In maternità si può partecipare ai concorsi?
Diritti delle lavoratrici in stato di gravidanza o in puerperio: divieto di discriminazioni nell’accesso al mondo del lavoro e nelle selezioni interne per progressioni di carriera.
Parità tra i sessi: questa sconosciuta, non pervenuta, disapplicata e travagliata norma, che stenta a farsi strada come una nave in mezzo ai ghiacci. Il divieto di discriminazioni di genere è un bellissimo principio, in vigore da decenni, ma incontra continuamente ostacoli per trovare applicazione pratica, come molte donne sanno. I nodi vengono al pettine soprattutto quando una donna in stato di gravidanza o in maternità vuole partecipare ai concorsi.
Gli impedimenti fattuali e talvolta anche giuridici alle possibilità di partecipazione di una lavoratrice madre ad un concorso pubblico o privato o ad una selezione interna per la progressione di carriera sono numerosi, ma la legge e la giurisprudenza li dichiarano quasi sempre illegittimi, come dimostra una recentissima sentenza della Corte d’Appello di Catanzaro [1], che ha dichiarato «una forma indiretta di discriminazione» in una procedura concorsuale che non aveva riconosciuto ad una candidata il punteggio per l’anzianità maturata durante il periodo di astensione obbligatoria per maternità.

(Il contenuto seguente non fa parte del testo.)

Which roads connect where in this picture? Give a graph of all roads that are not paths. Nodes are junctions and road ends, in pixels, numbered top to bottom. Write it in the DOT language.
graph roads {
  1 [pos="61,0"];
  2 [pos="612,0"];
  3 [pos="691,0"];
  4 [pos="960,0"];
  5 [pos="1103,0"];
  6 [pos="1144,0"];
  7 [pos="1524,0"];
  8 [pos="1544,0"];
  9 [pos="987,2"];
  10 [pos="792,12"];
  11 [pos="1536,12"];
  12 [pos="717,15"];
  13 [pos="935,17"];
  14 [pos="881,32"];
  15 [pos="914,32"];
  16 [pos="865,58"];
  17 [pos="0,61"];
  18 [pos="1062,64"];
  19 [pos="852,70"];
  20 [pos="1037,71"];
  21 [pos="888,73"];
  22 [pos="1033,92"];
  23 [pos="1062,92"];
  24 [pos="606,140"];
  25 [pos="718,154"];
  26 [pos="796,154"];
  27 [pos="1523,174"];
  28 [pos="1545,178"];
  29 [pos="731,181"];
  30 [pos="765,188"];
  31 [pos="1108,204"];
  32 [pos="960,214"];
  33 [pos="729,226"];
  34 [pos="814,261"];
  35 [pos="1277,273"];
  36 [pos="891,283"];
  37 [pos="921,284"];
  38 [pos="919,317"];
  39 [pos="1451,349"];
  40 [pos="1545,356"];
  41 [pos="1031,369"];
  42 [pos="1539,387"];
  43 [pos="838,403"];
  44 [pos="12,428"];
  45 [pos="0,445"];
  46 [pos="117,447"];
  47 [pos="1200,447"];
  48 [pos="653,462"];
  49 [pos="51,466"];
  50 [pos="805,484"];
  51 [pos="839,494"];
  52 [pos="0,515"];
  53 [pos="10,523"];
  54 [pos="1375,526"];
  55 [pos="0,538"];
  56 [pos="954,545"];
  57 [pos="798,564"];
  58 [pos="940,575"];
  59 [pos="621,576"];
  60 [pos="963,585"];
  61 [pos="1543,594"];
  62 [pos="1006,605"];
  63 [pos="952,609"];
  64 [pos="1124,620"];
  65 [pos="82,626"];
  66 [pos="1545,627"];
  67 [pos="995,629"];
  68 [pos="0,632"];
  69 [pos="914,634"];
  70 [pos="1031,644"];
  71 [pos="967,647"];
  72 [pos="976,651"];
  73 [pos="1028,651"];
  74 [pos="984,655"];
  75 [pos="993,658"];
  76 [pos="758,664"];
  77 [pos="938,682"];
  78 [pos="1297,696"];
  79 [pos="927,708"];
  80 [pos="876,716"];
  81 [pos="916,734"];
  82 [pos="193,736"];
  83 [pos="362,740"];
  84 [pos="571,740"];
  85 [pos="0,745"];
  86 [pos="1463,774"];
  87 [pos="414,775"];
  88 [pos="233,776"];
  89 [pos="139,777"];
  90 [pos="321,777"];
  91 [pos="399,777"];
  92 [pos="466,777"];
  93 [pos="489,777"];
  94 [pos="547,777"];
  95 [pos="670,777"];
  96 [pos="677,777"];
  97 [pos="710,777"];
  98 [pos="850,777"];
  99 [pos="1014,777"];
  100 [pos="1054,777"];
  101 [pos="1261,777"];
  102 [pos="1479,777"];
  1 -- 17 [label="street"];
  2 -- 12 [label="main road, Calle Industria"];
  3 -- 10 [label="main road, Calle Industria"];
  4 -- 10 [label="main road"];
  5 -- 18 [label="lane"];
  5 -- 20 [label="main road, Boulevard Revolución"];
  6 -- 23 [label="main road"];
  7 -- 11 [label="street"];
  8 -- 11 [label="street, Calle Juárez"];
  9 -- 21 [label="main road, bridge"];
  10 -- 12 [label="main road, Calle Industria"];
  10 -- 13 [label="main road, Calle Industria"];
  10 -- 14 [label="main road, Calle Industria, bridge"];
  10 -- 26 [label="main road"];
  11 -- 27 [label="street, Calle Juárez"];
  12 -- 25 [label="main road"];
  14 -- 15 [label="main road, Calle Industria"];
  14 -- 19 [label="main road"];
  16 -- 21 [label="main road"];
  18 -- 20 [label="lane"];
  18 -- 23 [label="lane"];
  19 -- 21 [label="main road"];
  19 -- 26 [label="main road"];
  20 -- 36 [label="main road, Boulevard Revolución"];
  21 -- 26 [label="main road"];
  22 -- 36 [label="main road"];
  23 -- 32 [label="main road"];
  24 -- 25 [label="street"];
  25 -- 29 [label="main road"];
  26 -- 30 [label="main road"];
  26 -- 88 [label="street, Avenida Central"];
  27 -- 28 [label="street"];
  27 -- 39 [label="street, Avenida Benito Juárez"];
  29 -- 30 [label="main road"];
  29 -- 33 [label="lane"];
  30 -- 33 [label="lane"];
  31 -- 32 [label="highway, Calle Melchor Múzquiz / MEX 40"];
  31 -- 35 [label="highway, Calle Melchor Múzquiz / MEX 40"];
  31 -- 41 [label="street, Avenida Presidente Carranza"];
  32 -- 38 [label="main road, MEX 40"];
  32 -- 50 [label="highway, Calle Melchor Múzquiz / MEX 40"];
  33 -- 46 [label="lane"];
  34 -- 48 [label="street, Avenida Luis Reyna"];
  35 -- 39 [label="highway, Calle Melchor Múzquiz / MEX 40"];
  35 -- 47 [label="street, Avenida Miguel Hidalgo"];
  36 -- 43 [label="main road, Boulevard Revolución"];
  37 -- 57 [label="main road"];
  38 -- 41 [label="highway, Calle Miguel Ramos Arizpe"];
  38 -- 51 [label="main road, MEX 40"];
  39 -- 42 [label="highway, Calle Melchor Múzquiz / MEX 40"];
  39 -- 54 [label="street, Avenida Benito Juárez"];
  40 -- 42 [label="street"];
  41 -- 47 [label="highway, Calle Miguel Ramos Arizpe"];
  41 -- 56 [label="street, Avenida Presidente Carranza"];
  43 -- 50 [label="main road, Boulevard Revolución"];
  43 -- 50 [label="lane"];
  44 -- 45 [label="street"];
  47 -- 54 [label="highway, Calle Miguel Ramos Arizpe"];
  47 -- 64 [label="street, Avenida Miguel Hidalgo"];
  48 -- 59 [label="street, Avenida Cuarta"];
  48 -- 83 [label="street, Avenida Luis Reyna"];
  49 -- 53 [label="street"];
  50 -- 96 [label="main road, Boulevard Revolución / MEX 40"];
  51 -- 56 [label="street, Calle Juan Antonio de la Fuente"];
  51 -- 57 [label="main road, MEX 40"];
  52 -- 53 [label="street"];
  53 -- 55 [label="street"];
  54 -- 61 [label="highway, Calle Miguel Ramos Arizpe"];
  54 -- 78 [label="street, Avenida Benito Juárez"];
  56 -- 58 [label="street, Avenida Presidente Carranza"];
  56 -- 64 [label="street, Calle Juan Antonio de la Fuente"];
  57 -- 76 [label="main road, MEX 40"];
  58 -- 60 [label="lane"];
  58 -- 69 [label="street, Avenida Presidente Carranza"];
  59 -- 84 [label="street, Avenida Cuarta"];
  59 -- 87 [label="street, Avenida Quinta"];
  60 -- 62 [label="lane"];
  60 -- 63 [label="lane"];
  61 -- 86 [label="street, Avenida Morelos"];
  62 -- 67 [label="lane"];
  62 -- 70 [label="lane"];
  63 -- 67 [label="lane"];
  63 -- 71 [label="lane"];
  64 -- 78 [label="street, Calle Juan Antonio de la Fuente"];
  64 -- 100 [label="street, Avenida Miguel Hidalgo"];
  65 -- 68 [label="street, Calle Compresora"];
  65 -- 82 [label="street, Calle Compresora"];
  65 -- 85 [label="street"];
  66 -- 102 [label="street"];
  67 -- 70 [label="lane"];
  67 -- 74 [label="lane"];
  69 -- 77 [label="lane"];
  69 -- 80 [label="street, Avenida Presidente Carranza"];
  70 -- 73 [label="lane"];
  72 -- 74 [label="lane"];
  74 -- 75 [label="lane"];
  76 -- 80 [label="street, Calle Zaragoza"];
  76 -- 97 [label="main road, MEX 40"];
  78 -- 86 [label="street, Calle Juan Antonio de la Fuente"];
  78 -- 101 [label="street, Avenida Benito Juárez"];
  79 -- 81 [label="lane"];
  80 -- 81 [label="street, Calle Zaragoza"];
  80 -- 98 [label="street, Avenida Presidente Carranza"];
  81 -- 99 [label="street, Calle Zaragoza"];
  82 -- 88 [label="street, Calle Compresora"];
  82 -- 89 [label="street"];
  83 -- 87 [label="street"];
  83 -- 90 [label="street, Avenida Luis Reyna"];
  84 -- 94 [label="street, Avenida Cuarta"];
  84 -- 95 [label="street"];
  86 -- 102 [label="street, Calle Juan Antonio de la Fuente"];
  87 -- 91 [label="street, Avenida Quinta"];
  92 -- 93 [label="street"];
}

Pari opportunità tra uomini e donne: cosa dice la legge
L’art. 51 della Costituzione dispone che: «Tutti i cittadini dell’uno o dell’altro sesso possono accedere agli uffici pubblici e alle cariche elettive in condizioni di eguaglianza, secondo i requisiti stabiliti dalla legge. A tale fine la Repubblica promuove con appositi provvedimenti le pari opportunità tra donne e uomini».
A parte alcune norme di settore varate negli anni Settanta, dall’entrata in vigore della Costituzione ci sono voluti quasi 50 anni per approvare, nel 1996, il Codice delle pari opportunità tra uomo e donna [2] che nel primo articolo enuncia un principio fondamentale: «la parità di trattamento e di opportunità tra donne e uomini deve essere assicurata in tutti i campi, compresi quelli dell’occupazione, del lavoro e della retribuzione».
Divieto di discriminazione delle donne nei concorsi
Per quanto riguarda i concorsi e le progressioni in carriera, un’altra norma del Codice delle pari opportunità [3] dispone che: «È vietata qualsiasi discriminazione per quanto riguarda l’accesso al lavoro, in forma subordinata, autonoma, o in qualsiasi altra forma, compresi i criteri di selezione e le condizioni di assunzione, e qualunque sia il settore o il ramo di attività, a tutti i livelli della gerarchia professionale».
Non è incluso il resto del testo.